▸ **Work instruction**
Select and copy out every line in the records containing "lane".

▸ **Record excerpts**

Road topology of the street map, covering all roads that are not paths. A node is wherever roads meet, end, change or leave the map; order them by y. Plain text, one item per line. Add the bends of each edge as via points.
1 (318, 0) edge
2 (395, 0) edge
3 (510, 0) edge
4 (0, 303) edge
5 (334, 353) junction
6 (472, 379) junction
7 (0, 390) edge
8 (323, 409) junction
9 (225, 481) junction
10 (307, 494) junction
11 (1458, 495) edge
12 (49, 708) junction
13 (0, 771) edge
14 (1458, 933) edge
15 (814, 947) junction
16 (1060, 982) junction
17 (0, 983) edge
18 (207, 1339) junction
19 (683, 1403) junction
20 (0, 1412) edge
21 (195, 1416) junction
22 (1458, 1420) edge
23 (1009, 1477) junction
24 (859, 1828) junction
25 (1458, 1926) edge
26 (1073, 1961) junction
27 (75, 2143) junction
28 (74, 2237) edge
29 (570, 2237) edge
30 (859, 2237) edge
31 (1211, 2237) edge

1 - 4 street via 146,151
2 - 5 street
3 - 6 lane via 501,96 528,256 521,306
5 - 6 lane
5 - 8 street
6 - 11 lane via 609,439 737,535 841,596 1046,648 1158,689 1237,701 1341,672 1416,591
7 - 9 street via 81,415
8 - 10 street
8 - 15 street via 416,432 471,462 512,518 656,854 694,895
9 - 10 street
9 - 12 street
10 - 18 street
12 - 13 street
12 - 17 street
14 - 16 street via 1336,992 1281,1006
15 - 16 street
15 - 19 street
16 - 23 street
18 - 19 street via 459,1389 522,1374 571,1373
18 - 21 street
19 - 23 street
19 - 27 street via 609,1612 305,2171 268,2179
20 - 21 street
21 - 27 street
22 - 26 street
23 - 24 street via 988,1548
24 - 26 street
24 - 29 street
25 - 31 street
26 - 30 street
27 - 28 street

▸ **Answer to this task**
3 - 6 lane via 501,96 528,256 521,306
5 - 6 lane
6 - 11 lane via 609,439 737,535 841,596 1046,648 1158,689 1237,701 1341,672 1416,591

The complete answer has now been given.